In a film, it’s not just individual images that matter — their order, the way they change over time, the sounds that accompany them and other contexts are necessary to tell the entire story. Similarly, the “image” projected by the human genome — the raw list of A’s, Cs, Gs and Ts in our DNA — is a snapshot of human biology that requires context to really make sense, he said.

The new perspective on genome function could breathe new life into the quest for personalized medicine, in which physicians analyze a patient’s DNA to tailor effective treatments on a case-by-case basis, Schadt said. It should also aid the development of more effective drugs, Stamatoyannopoulos added.

The team found other intriguing things in their deep look at the human genome. They saw broken genes that have become inactive. And they found close to 30,000 genes that don’t make proteins but just strands of RNA, a molecule related to DNA.

There’s been a growing appreciation in recent years that such RNA strands play important regulatory roles, Ecker said.

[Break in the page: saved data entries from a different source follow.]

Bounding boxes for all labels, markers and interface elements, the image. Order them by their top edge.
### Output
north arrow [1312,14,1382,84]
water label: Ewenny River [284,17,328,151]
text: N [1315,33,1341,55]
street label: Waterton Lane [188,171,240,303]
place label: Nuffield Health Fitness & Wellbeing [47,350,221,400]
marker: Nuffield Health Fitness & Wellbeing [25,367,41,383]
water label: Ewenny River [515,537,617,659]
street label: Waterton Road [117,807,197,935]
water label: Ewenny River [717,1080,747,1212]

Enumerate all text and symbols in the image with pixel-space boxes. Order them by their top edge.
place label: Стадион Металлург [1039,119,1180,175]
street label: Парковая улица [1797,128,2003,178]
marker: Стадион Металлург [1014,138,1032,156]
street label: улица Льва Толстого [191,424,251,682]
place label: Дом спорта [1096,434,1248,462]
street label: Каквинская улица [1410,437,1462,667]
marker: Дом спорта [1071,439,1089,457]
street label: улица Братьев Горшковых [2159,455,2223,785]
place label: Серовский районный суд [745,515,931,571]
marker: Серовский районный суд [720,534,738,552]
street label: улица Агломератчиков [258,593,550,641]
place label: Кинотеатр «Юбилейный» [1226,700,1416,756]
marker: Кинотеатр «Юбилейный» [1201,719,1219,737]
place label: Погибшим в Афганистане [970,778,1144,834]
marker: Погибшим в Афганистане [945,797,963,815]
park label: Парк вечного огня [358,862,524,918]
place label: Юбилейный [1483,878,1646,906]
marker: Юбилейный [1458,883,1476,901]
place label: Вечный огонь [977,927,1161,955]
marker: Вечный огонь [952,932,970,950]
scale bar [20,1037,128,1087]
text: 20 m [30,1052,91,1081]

The researchers are nowhere near done: They have more cell types to examine, more switches to ferret out. And they haven’t even begun to decipher how the switches flip on and off as an embryo develops, say, or a body responds to a surge of hormones.

The discoveries so far “are somewhat like the grainy images beamed back to Earth by the first satellite,” said Dr. Eric Green, director of the National Human Genome Research Institute, which invested $123 million in the effort.

If the detail revealed by the project is mind-numbingly complex, that shouldn’t come as a surprise, Birney said:

“We’re studying these amazing molecular machines called humans — they are the most complex things we know.”